Exercise requirements
Output all of the lines below exactly, and leave out each image.
━━━ Data to process ━━━
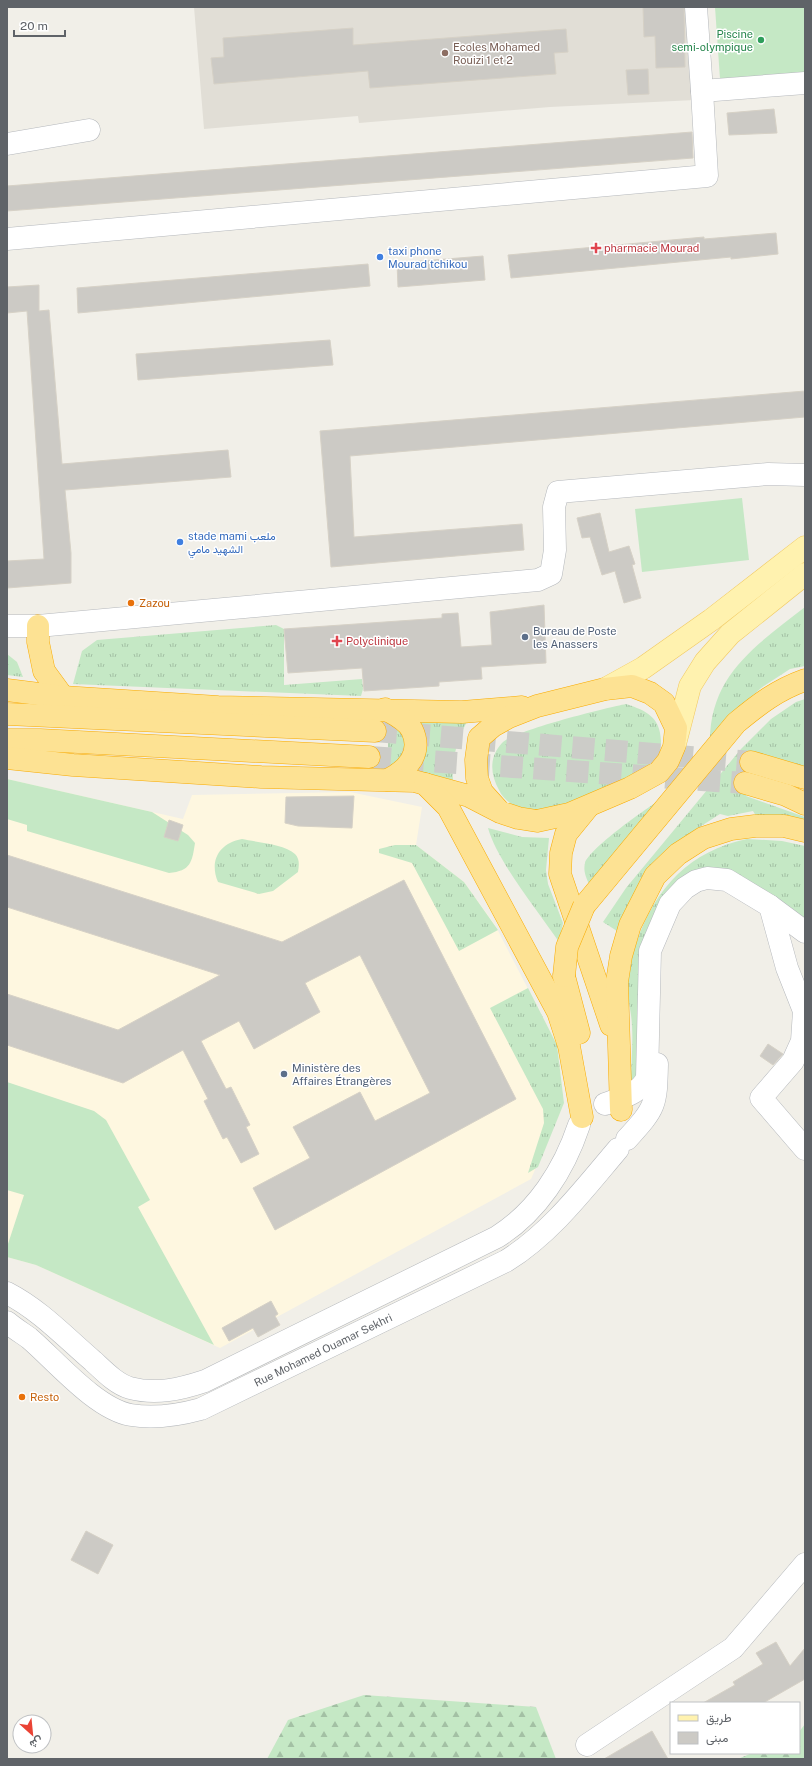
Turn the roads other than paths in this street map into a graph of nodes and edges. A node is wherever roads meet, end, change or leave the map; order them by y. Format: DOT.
graph roads {
  1 [pos="696,7"];
  2 [pos="805,83"];
  3 [pos="702,91"];
  4 [pos="89,130"];
  5 [pos="7,144"];
  6 [pos="7,240"];
  7 [pos="805,475"];
  8 [pos="805,546"];
  9 [pos="805,574"];
  10 [pos="7,626"];
  11 [pos="38,626"];
  12 [pos="805,680"];
  13 [pos="605,689"];
  14 [pos="7,690"];
  15 [pos="64,696"];
  16 [pos="537,706"];
  17 [pos="385,709"];
  18 [pos="7,714"];
  19 [pos="375,731"];
  20 [pos="7,740"];
  21 [pos="674,747"];
  22 [pos="369,757"];
  23 [pos="7,758"];
  24 [pos="751,762"];
  25 [pos="805,778"];
  26 [pos="388,780"];
  27 [pos="744,783"];
  28 [pos="425,784"];
  29 [pos="473,787"];
  30 [pos="805,804"];
  31 [pos="589,805"];
  32 [pos="805,831"];
  33 [pos="468,842"];
  34 [pos="770,906"];
  35 [pos="661,922"];
  36 [pos="805,932"];
  37 [pos="618,1052"];
  38 [pos="615,1104"];
  39 [pos="580,1113"];
  40 [pos="622,1144"];
  41 [pos="805,1149"];
  42 [pos="7,1293"];
  43 [pos="7,1322"];
  44 [pos="805,1564"];
  45 [pos="586,1745"];
  1 -- 3 [label="street"];
  2 -- 3 [label="street"];
  3 -- 6 [label="street"];
  4 -- 5 [label="street"];
  7 -- 11 [label="street"];
  8 -- 13 [label="main road"];
  9 -- 21 [label="main road"];
  10 -- 11 [label="street"];
  11 -- 15 [label="highway"];
  12 -- 39 [label="highway, bridge"];
  13 -- 16 [label="highway"];
  13 -- 21 [label="highway"];
  14 -- 15 [label="highway"];
  15 -- 17 [label="highway"];
  16 -- 17 [label="highway"];
  16 -- 29 [label="highway"];
  17 -- 26 [label="highway"];
  18 -- 19 [label="highway"];
  20 -- 22 [label="highway"];
  21 -- 31 [label="highway"];
  23 -- 26 [label="highway"];
  24 -- 25 [label="highway"];
  26 -- 28 [label="highway"];
  27 -- 30 [label="highway"];
  28 -- 29 [label="highway"];
  28 -- 33 [label="highway"];
  29 -- 31 [label="highway"];
  29 -- 33 [label="highway"];
  31 -- 37 [label="highway"];
  32 -- 37 [label="highway"];
  33 -- 39 [label="highway"];
  34 -- 35 [label="street"];
  34 -- 36 [label="street"];
  34 -- 41 [label="street"];
  35 -- 38 [label="street"];
  35 -- 40 [label="street, Rue Mohamed Ouamar Sekhri"];
  37 -- 38 [label="highway"];
  38 -- 39 [label="street"];
  38 -- 40 [label="street"];
  39 -- 40 [label="street"];
  39 -- 42 [label="street"];
  40 -- 43 [label="street, Rue Mohamed Ouamar Sekhri"];
  44 -- 45 [label="street"];
}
━━━
Your solution
Turn the roads other than paths in this street map into a graph of nodes and edges. A node is wherever roads meet, end, change or leave the map; order them by y. Format: DOT.
graph roads {
  1 [pos="696,7"];
  2 [pos="805,83"];
  3 [pos="702,91"];
  4 [pos="89,130"];
  5 [pos="7,144"];
  6 [pos="7,240"];
  7 [pos="805,475"];
  8 [pos="805,546"];
  9 [pos="805,574"];
  10 [pos="7,626"];
  11 [pos="38,626"];
  12 [pos="805,680"];
  13 [pos="605,689"];
  14 [pos="7,690"];
  15 [pos="64,696"];
  16 [pos="537,706"];
  17 [pos="385,709"];
  18 [pos="7,714"];
  19 [pos="375,731"];
  20 [pos="7,740"];
  21 [pos="674,747"];
  22 [pos="369,757"];
  23 [pos="7,758"];
  24 [pos="751,762"];
  25 [pos="805,778"];
  26 [pos="388,780"];
  27 [pos="744,783"];
  28 [pos="425,784"];
  29 [pos="473,787"];
  30 [pos="805,804"];
  31 [pos="589,805"];
  32 [pos="805,831"];
  33 [pos="468,842"];
  34 [pos="770,906"];
  35 [pos="661,922"];
  36 [pos="805,932"];
  37 [pos="618,1052"];
  38 [pos="615,1104"];
  39 [pos="580,1113"];
  40 [pos="622,1144"];
  41 [pos="805,1149"];
  42 [pos="7,1293"];
  43 [pos="7,1322"];
  44 [pos="805,1564"];
  45 [pos="586,1745"];
  1 -- 3 [label="street"];
  2 -- 3 [label="street"];
  3 -- 6 [label="street"];
  4 -- 5 [label="street"];
  7 -- 11 [label="street"];
  8 -- 13 [label="main road"];
  9 -- 21 [label="main road"];
  10 -- 11 [label="street"];
  11 -- 15 [label="highway"];
  12 -- 39 [label="highway, bridge"];
  13 -- 16 [label="highway"];
  13 -- 21 [label="highway"];
  14 -- 15 [label="highway"];
  15 -- 17 [label="highway"];
  16 -- 17 [label="highway"];
  16 -- 29 [label="highway"];
  17 -- 26 [label="highway"];
  18 -- 19 [label="highway"];
  20 -- 22 [label="highway"];
  21 -- 31 [label="highway"];
  23 -- 26 [label="highway"];
  24 -- 25 [label="highway"];
  26 -- 28 [label="highway"];
  27 -- 30 [label="highway"];
  28 -- 29 [label="highway"];
  28 -- 33 [label="highway"];
  29 -- 31 [label="highway"];
  29 -- 33 [label="highway"];
  31 -- 37 [label="highway"];
  32 -- 37 [label="highway"];
  33 -- 39 [label="highway"];
  34 -- 35 [label="street"];
  34 -- 36 [label="street"];
  34 -- 41 [label="street"];
  35 -- 38 [label="street"];
  35 -- 40 [label="street, Rue Mohamed Ouamar Sekhri"];
  37 -- 38 [label="highway"];
  38 -- 39 [label="street"];
  38 -- 40 [label="street"];
  39 -- 40 [label="street"];
  39 -- 42 [label="street"];
  40 -- 43 [label="street, Rue Mohamed Ouamar Sekhri"];
  44 -- 45 [label="street"];
}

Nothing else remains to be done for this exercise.